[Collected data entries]
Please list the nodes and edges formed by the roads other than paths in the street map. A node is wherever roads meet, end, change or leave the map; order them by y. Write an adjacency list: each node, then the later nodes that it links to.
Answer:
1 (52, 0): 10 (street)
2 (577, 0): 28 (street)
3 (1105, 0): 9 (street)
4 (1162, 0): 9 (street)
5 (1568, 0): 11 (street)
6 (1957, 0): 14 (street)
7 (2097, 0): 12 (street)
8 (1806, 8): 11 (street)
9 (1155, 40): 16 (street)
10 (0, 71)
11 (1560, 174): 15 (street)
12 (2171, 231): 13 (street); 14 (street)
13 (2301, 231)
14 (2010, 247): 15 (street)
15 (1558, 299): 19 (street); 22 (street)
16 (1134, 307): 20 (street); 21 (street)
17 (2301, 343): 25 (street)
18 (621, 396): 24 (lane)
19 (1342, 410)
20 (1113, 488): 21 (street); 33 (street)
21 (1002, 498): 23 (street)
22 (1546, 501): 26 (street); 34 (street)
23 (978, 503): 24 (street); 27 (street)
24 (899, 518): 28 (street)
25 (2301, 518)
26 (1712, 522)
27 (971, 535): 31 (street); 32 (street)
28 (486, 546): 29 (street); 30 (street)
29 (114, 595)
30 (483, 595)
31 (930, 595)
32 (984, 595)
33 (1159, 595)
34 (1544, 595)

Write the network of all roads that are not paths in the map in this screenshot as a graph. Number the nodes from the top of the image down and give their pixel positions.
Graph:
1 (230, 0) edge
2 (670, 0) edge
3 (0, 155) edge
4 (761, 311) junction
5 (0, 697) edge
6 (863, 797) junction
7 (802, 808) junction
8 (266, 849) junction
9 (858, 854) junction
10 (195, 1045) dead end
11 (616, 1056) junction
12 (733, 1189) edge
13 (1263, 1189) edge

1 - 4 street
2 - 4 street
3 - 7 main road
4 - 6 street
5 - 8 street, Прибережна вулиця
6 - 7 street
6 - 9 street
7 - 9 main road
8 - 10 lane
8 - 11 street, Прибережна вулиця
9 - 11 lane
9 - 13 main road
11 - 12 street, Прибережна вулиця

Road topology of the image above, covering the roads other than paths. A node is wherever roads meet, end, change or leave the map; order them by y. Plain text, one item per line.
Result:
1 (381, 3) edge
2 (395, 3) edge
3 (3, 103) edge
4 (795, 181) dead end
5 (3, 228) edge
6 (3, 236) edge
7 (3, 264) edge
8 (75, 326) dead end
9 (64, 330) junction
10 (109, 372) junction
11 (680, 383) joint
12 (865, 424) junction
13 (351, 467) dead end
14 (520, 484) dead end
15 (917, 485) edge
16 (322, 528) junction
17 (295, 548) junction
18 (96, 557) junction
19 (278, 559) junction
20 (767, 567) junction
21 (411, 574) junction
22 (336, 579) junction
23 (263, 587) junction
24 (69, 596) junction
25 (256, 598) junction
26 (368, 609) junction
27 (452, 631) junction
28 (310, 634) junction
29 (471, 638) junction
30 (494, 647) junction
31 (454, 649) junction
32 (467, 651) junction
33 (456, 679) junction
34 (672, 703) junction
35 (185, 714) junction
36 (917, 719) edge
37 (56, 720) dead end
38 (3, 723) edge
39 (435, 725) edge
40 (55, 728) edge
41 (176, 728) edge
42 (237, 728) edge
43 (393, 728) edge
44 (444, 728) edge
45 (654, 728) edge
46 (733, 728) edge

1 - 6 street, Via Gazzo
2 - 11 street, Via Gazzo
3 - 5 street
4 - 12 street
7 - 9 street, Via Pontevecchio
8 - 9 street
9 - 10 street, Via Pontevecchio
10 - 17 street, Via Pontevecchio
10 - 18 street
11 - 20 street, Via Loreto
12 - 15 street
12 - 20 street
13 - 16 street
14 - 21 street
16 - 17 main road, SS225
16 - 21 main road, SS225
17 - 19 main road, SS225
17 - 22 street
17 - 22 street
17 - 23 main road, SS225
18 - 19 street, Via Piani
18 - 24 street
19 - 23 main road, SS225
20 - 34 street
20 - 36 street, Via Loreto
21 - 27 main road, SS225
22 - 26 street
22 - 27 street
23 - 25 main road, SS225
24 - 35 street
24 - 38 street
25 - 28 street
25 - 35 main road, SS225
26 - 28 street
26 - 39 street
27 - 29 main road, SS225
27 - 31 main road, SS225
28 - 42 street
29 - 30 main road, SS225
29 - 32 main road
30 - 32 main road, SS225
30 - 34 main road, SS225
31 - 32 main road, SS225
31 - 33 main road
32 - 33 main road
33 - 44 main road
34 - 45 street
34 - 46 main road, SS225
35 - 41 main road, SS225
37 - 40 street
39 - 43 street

> [DIRECTIONS FOR THIS TASK]: Where a line of the records has the string "change", return that line.

> [RESULT FOR THIS EXERCISE]:
Please list the nodes and edges formed by the roads other than paths in the street map. A node is wherever roads meet, end, change or leave the map; order them by y. Write an adjacency list: each node, then the later nodes that it links to.
Road topology of the image above, covering the roads other than paths. A node is wherever roads meet, end, change or leave the map; order them by y. Plain text, one item per line.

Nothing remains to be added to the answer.